Unfortunately, this youth does not see the logic in this and storms away, to brood and grumble about how unfair this is. The worker is feeling quite justified and blames the youth for not thinking logically, perhaps even commenting on this youth’s inability to grasp the obvious in the log book. The worker does not reflect on how this event has damaged his relationship with the youth, and may even see it as a step forward, citing boundaries, etc.
Humility, as I have previously framed it, is the ability to stay curious and unthreatened when confronted with attitudes and beliefs that contradict your own cherished ideas about life truths. The goal is to build bridges between my logic and yours, not to force my logic onto you.
The Child and Youth Care practitioner, using his own belief system, sees a need for a logical consequence here and I agree with him. We only differ on what the logical consequence actually is. I would suggest that the problem here is that this worker overestimated this youth’s ability to have enough self control to resist the temptation to leave with his friends and as a result of this the consequence is that the worker had to do the dishes, which is very logical to both of them, and the teaching value of the consequence will be useful for the worker.

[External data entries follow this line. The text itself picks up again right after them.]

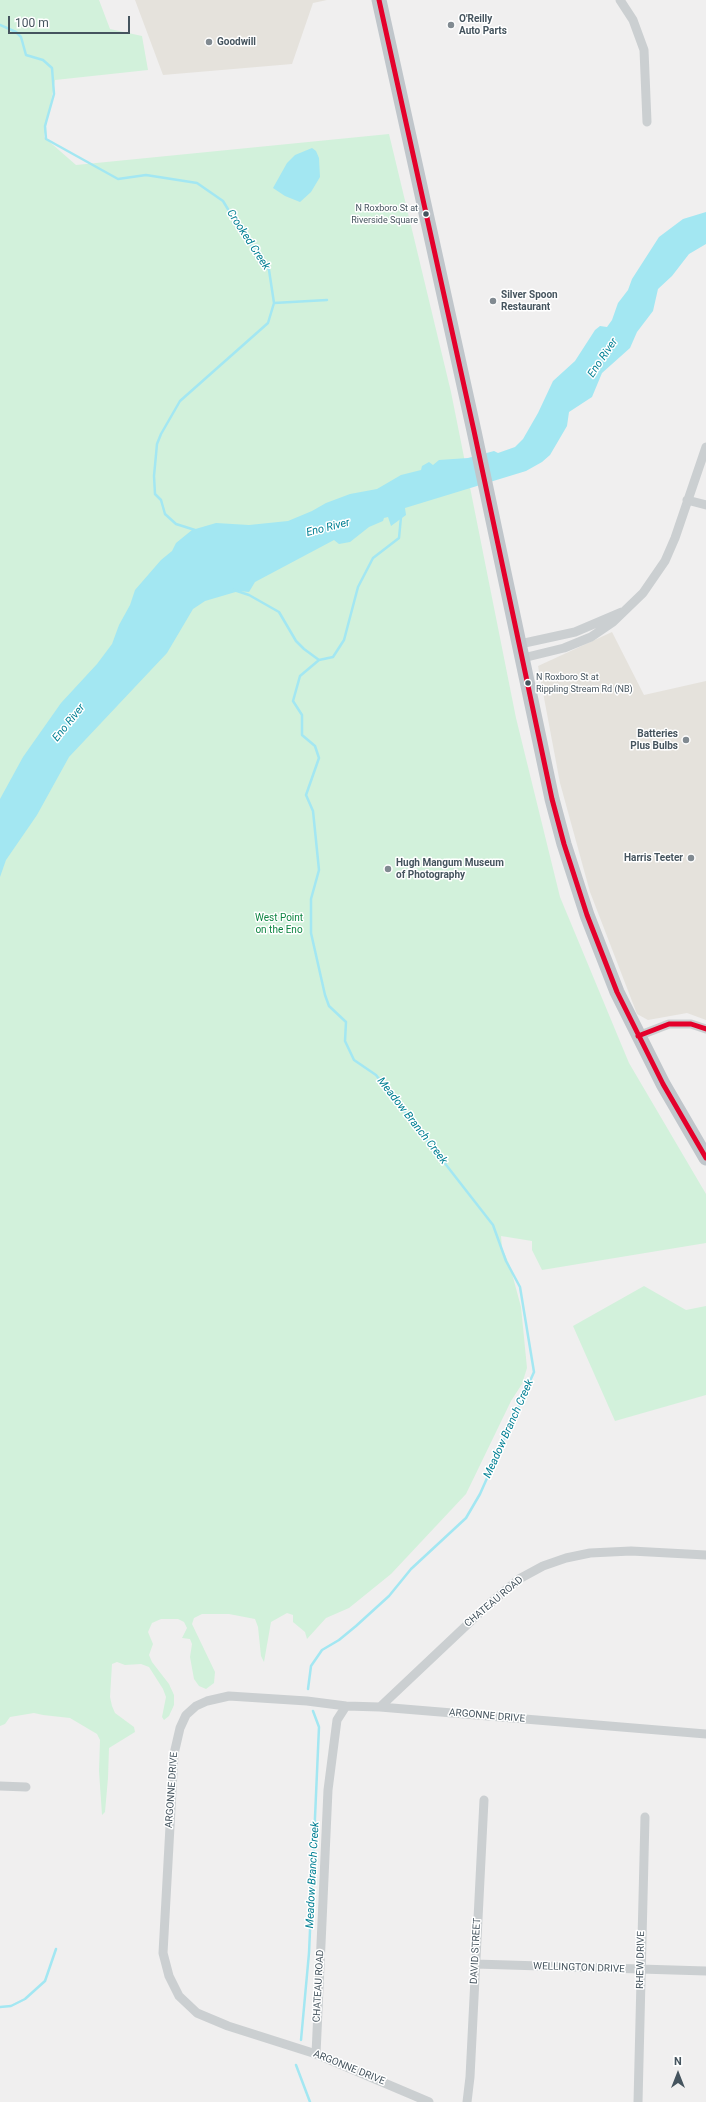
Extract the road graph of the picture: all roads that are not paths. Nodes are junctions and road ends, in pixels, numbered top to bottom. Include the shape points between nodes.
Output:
1 (379, 0) edge
2 (620, 0) edge
3 (647, 122) dead end
4 (706, 447) edge
5 (687, 500) junction
6 (706, 505) edge
7 (623, 612) junction
8 (521, 651) junction
9 (706, 1029) edge
10 (638, 1036) junction
11 (706, 1158) edge
12 (706, 1555) edge
13 (346, 1706) junction
14 (380, 1707) junction
15 (706, 1734) edge
16 (0, 1786) edge
17 (26, 1787) dead end
18 (484, 1800) dead end
19 (644, 1817) dead end
20 (475, 1964) junction
21 (641, 1969) junction
22 (706, 1971) edge
23 (316, 2054) junction
24 (429, 2102) edge
25 (467, 2102) edge
26 (638, 2102) edge

1 - 8 highway
2 - 3 street via 633,20 644,50
4 - 5 street
5 - 6 street
5 - 7 street via 665,561 652,582
7 - 8 street
7 - 8 street via 604,629 580,642
8 - 10 highway via 550,792 564,844 602,954
9 - 10 street via 684,1023 669,1024
10 - 11 highway
12 - 14 street, CHATEAU ROAD via 631,1551 590,1553 543,1566 519,1579 488,1605
13 - 14 street, ARGONNE DRIVE
13 - 23 street, CHATEAU ROAD via 337,1720 328,1790
13 - 23 street, ARGONNE DRIVE via 229,1696 207,1700 191,1710 183,1721 174,1754 163,1953 169,1976 179,1996 197,2013 228,2026
14 - 15 street, ARGONNE DRIVE
16 - 17 street
18 - 20 street, DAVID STREET
19 - 21 street, RHEW DRIVE
20 - 21 street, WELLINGTON DRIVE
20 - 25 street, DAVID STREET
21 - 22 street, WELLINGTON DRIVE
21 - 26 street, RHEW DRIVE
23 - 24 street, ARGONNE DRIVE

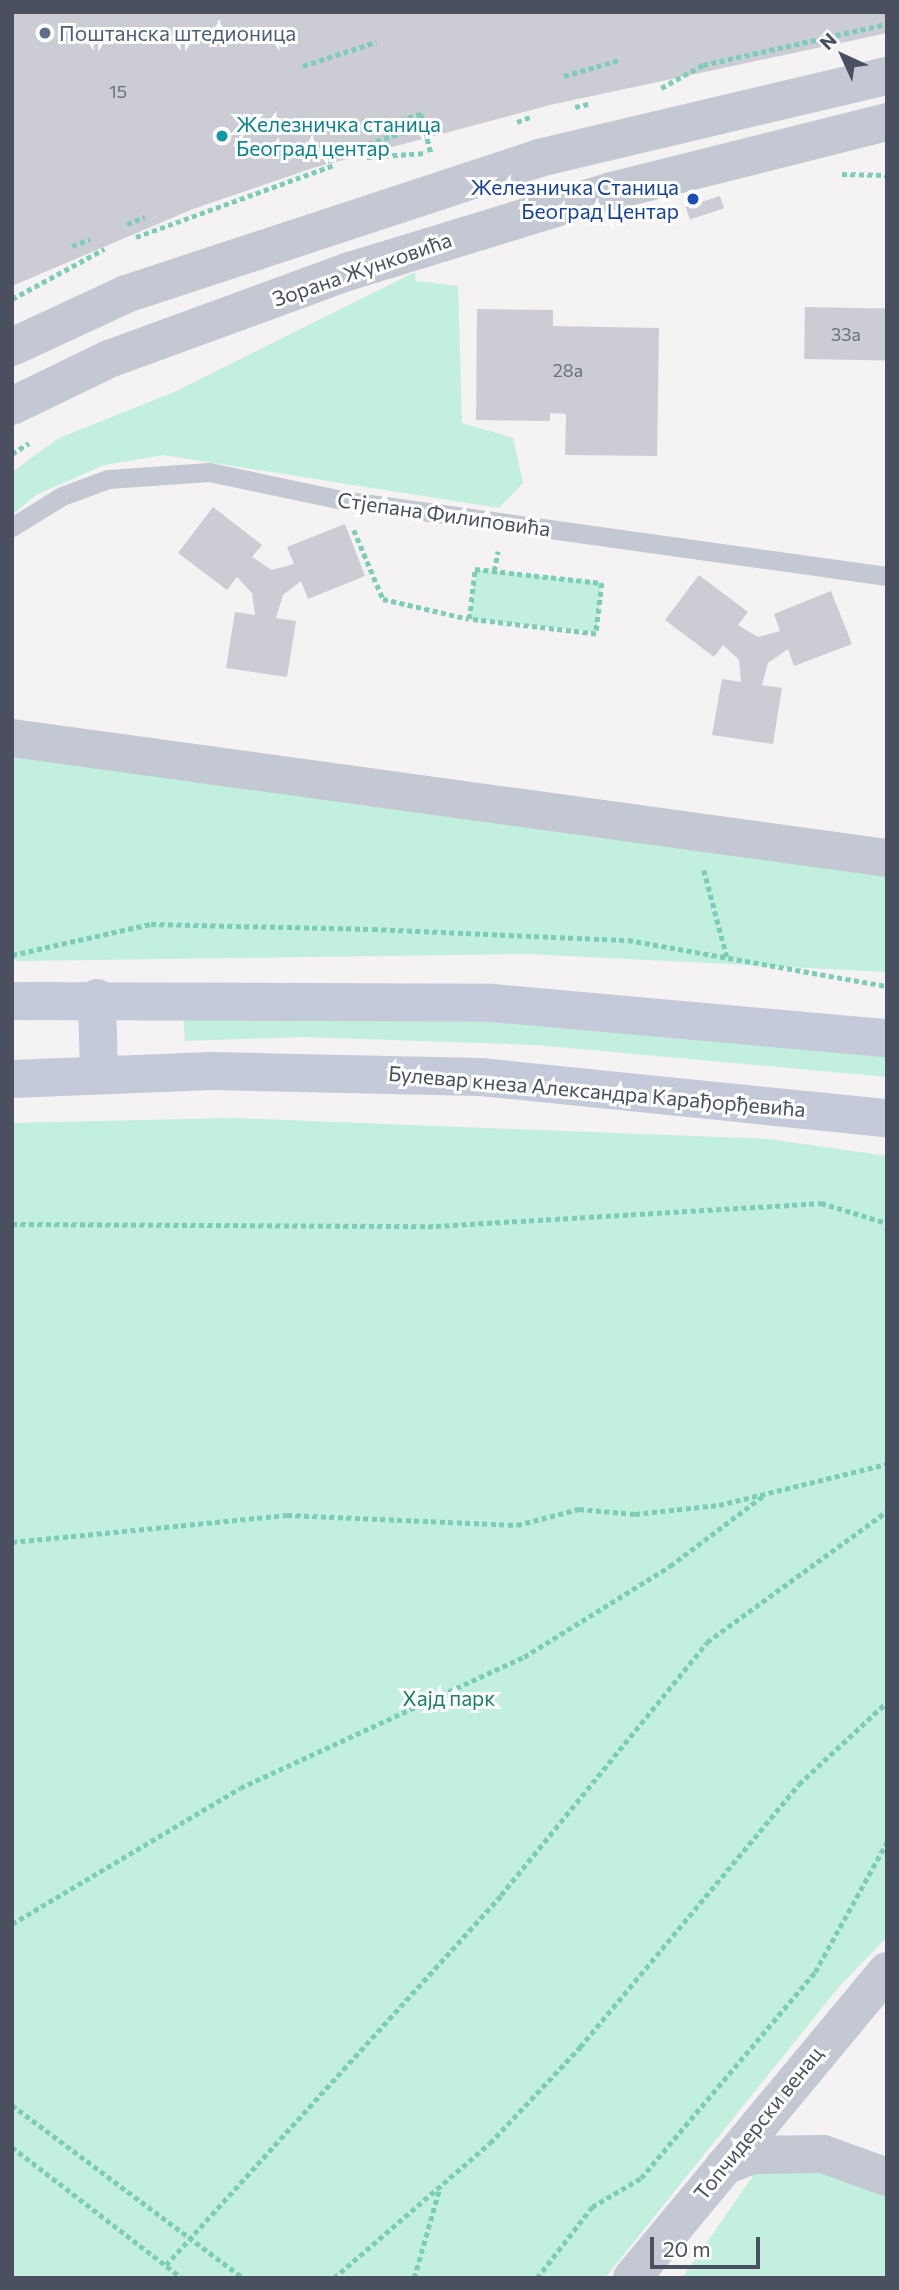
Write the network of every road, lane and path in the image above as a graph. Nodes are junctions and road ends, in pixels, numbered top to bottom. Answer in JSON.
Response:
{"nodes":[{"id":1,"x":887,"y":24,"type":"edge"},
{"id":2,"x":376,"y":42,"type":"dead end"},
{"id":3,"x":619,"y":60,"type":"dead end"},
{"id":4,"x":303,"y":66,"type":"dead end"},
{"id":5,"x":564,"y":76,"type":"dead end"},
{"id":6,"x":887,"y":76,"type":"edge"},
{"id":7,"x":656,"y":91,"type":"dead end"},
{"id":8,"x":602,"y":102,"type":"dead end"},
{"id":9,"x":575,"y":107,"type":"dead end"},
{"id":10,"x":533,"y":116,"type":"dead end"},
{"id":11,"x":400,"y":120,"type":"dead end"},
{"id":12,"x":887,"y":122,"type":"edge"},
{"id":13,"x":507,"y":125,"type":"dead end"},
{"id":14,"x":404,"y":132,"type":"dead end"},
{"id":15,"x":368,"y":144,"type":"dead end"},
{"id":16,"x":443,"y":148,"type":"dead end"},
{"id":17,"x":431,"y":153,"type":"junction"},
{"id":18,"x":367,"y":158,"type":"dead end"},
{"id":19,"x":334,"y":165,"type":"dead end"},
{"id":20,"x":145,"y":217,"type":"dead end"},
{"id":21,"x":127,"y":224,"type":"dead end"},
{"id":22,"x":136,"y":237,"type":"dead end"},
{"id":23,"x":90,"y":240,"type":"dead end"},
{"id":24,"x":72,"y":246,"type":"dead end"},
{"id":25,"x":104,"y":249,"type":"dead end"},
{"id":26,"x":12,"y":299,"type":"edge"},
{"id":27,"x":22,"y":339,"type":"edge"},
{"id":28,"x":12,"y":406,"type":"edge"},
{"id":29,"x":342,"y":500,"type":"junction"},
{"id":30,"x":12,"y":527,"type":"edge"},
{"id":31,"x":887,"y":576,"type":"edge"},
{"id":32,"x":469,"y":619,"type":"junction"},
{"id":33,"x":12,"y":738,"type":"edge"},
{"id":34,"x":693,"y":831,"type":"junction"},
{"id":35,"x":887,"y":858,"type":"edge"},
{"id":36,"x":12,"y":955,"type":"edge"},
{"id":37,"x":727,"y":957,"type":"junction"},
{"id":38,"x":887,"y":986,"type":"edge"},
{"id":39,"x":97,"y":999,"type":"junction"},
{"id":40,"x":12,"y":1001,"type":"edge"},
{"id":41,"x":887,"y":1038,"type":"edge"},
{"id":42,"x":99,"y":1074,"type":"junction"},
{"id":43,"x":12,"y":1079,"type":"edge"},
{"id":44,"x":887,"y":1118,"type":"edge"},
{"id":45,"x":887,"y":1223,"type":"edge"},
{"id":46,"x":12,"y":1224,"type":"edge"},
{"id":47,"x":887,"y":1464,"type":"edge"},
{"id":48,"x":767,"y":1493,"type":"junction"},
{"id":49,"x":887,"y":1511,"type":"edge"},
{"id":50,"x":12,"y":1542,"type":"edge"},
{"id":51,"x":887,"y":1702,"type":"edge"},
{"id":52,"x":887,"y":1842,"type":"edge"},
{"id":53,"x":12,"y":1924,"type":"edge"},
{"id":54,"x":884,"y":1984,"type":"edge"},
{"id":55,"x":12,"y":2105,"type":"edge"},
{"id":56,"x":12,"y":2147,"type":"edge"},
{"id":57,"x":724,"y":2166,"type":"junction"},
{"id":58,"x":887,"y":2176,"type":"edge"},
{"id":59,"x":440,"y":2186,"type":"junction"},
{"id":60,"x":191,"y":2239,"type":"junction"},
{"id":61,"x":166,"y":2265,"type":"junction"},
{"id":62,"x":182,"y":2278,"type":"edge"},
{"id":63,"x":243,"y":2278,"type":"edge"},
{"id":64,"x":334,"y":2278,"type":"edge"},
{"id":65,"x":414,"y":2278,"type":"edge"},
{"id":66,"x":537,"y":2278,"type":"edge"},
{"id":67,"x":632,"y":2278,"type":"edge"}],
"edges":[{"from":1,"to":7,"type":"path"},
{"from":2,"to":4,"type":"path"},
{"from":3,"to":5,"type":"path"},
{"from":6,"to":27,"type":"street"},
{"from":8,"to":9,"type":"path"},
{"from":10,"to":13,"type":"path"},
{"from":11,"to":17,"type":"path"},
{"from":12,"to":28,"type":"street","name":"Зорана Жунковића"},
{"from":14,"to":15,"type":"path"},
{"from":16,"to":17,"type":"path"},
{"from":17,"to":18,"type":"path"},
{"from":19,"to":22,"type":"path"},
{"from":20,"to":21,"type":"path"},
{"from":23,"to":24,"type":"path"},
{"from":25,"to":26,"type":"path"},
{"from":29,"to":30,"type":"lane","name":"Стјепана Филиповића"},
{"from":29,"to":31,"type":"lane","name":"Стјепана Филиповића"},
{"from":29,"to":32,"type":"path"},
{"from":32,"to":32,"type":"path"},
{"from":33,"to":34,"type":"street"},
{"from":34,"to":35,"type":"street"},
{"from":34,"to":37,"type":"path"},
{"from":36,"to":37,"type":"path"},
{"from":37,"to":38,"type":"path"},
{"from":39,"to":40,"type":"main road"},
{"from":39,"to":41,"type":"main road"},
{"from":39,"to":42,"type":"main road"},
{"from":42,"to":43,"type":"main road","name":"Булевар кнеза Александра Карађорђевића"},
{"from":42,"to":44,"type":"main road","name":"Булевар кнеза Александра Карађорђевића"},
{"from":45,"to":46,"type":"path"},
{"from":47,"to":48,"type":"path"},
{"from":48,"to":50,"type":"path"},
{"from":48,"to":53,"type":"path"},
{"from":49,"to":60,"type":"path"},
{"from":51,"to":59,"type":"path"},
{"from":52,"to":66,"type":"path"},
{"from":54,"to":57,"type":"street","name":"Топчидерски венац"},
{"from":55,"to":60,"type":"path"},
{"from":56,"to":61,"type":"path"},
{"from":57,"to":58,"type":"street"},
{"from":57,"to":67,"type":"street","name":"Топчидерски венац"},
{"from":59,"to":64,"type":"path"},
{"from":59,"to":65,"type":"path"},
{"from":60,"to":61,"type":"path"},
{"from":60,"to":63,"type":"path"},
{"from":61,"to":62,"type":"path"}]}
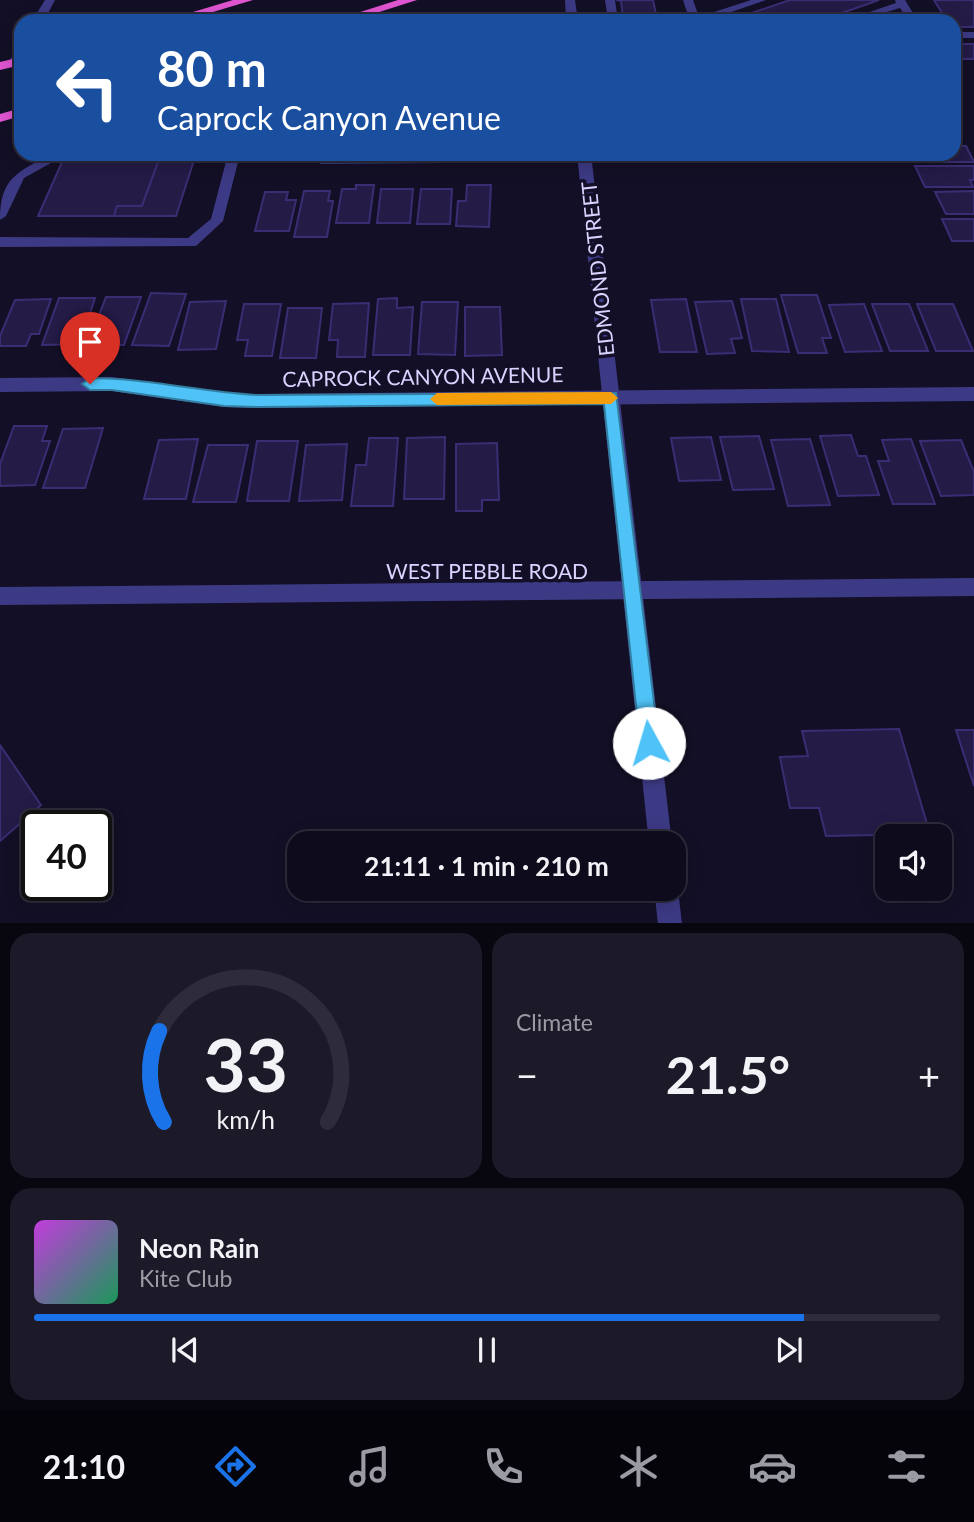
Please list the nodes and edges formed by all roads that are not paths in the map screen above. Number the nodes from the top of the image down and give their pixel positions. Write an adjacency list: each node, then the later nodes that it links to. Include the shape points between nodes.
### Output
1 (247, 0): 5 (highway)
2 (411, 0): 6 (highway)
3 (761, 0): 7 (lane)
4 (901, 2): 8 (lane)
5 (195, 14)
6 (362, 14)
7 (717, 14)
8 (868, 14)
9 (48, 161): 12 (lane, via 19,176)
10 (232, 161): 13 (lane, via 216,221 191,243)
11 (585, 161): 16 (street, EDMOND STREET)
12 (0, 216)
13 (0, 242)
14 (0, 385): 16 (street, CAPROCK CANYON AVENUE, via 112,384 258,401)
15 (974, 394): 16 (street, CAPROCK CANYON AVENUE)
16 (611, 397): 18 (street, EDMOND STREET)
17 (974, 587): 18 (street, WEST PEBBLE ROAD)
18 (632, 592): 19 (street, WEST PEBBLE ROAD); 20 (street, EDMOND STREET)
19 (0, 596)
20 (660, 831)
21 (667, 901): 22 (street)
22 (670, 923)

I can hear the groans and protests about letting the youth get away with something. I want to invoke your ability to be humble, then think about the relational cost and physical effort required to implement the double chore logical consequence. Then reflect on how it will actually make the worker less able to think developmentally, because it is a very unsophisticated and self-centered response, more focused on the worker’s needs than the youth’s. Now I can hear the whole team, perhaps including the supervisor, commenting on how I probably never worked with difficult youth, and I can assure you that I did. New or untrained workers should not try this skill of humility until they are safe within themselves around such difficult youth, but skilled Child and Youth Care practitioners can smile and see the logic in this and similar consequences that occur when we misjudge youth in our attempts to create life lessons.